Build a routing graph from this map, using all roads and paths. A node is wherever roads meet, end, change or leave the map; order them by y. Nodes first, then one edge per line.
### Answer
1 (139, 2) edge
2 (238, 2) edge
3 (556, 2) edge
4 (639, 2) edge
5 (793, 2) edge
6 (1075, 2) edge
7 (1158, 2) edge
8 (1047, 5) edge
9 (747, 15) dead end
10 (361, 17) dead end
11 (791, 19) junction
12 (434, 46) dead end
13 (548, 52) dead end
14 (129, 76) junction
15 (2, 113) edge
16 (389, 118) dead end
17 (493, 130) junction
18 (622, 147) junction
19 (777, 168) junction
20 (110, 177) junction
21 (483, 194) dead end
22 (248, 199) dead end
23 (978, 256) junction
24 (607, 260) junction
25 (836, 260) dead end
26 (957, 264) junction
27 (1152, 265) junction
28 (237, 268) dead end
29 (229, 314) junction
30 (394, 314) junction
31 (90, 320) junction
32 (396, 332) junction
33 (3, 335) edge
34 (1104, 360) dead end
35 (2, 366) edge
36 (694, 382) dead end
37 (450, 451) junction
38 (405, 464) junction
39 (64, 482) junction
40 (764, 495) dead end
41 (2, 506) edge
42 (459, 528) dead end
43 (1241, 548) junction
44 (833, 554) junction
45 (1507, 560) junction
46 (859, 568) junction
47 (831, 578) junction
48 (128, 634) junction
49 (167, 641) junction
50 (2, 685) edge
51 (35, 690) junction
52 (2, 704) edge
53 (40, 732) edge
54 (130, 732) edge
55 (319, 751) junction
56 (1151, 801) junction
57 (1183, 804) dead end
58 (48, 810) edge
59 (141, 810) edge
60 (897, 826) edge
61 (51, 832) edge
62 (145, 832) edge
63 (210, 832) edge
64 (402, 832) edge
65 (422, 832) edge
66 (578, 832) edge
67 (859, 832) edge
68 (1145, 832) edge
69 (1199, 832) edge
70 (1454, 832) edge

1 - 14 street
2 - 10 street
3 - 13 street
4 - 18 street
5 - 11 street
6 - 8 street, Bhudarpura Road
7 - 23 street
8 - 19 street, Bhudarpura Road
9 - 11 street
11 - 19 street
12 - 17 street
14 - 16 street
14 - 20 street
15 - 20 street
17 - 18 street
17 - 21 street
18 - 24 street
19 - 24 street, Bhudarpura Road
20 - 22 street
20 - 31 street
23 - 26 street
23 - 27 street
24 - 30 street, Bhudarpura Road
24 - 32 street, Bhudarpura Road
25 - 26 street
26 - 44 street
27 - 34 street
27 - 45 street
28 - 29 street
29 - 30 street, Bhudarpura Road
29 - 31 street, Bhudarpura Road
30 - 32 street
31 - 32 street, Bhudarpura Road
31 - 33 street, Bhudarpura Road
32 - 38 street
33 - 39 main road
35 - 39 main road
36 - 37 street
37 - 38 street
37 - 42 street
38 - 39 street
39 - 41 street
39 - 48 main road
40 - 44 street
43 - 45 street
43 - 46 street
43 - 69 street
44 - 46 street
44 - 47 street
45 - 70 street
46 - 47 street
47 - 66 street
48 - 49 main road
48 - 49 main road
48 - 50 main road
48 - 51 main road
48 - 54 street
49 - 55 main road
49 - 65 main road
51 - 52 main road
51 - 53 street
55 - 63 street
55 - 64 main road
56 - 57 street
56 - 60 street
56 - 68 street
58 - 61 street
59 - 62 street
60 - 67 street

==========

Problem: Every line above that holds "Bhudarpura" should be copied out.

Solution:
6 - 8 street, Bhudarpura Road
8 - 19 street, Bhudarpura Road
19 - 24 street, Bhudarpura Road
24 - 30 street, Bhudarpura Road
24 - 32 street, Bhudarpura Road
29 - 30 street, Bhudarpura Road
29 - 31 street, Bhudarpura Road
31 - 32 street, Bhudarpura Road
31 - 33 street, Bhudarpura Road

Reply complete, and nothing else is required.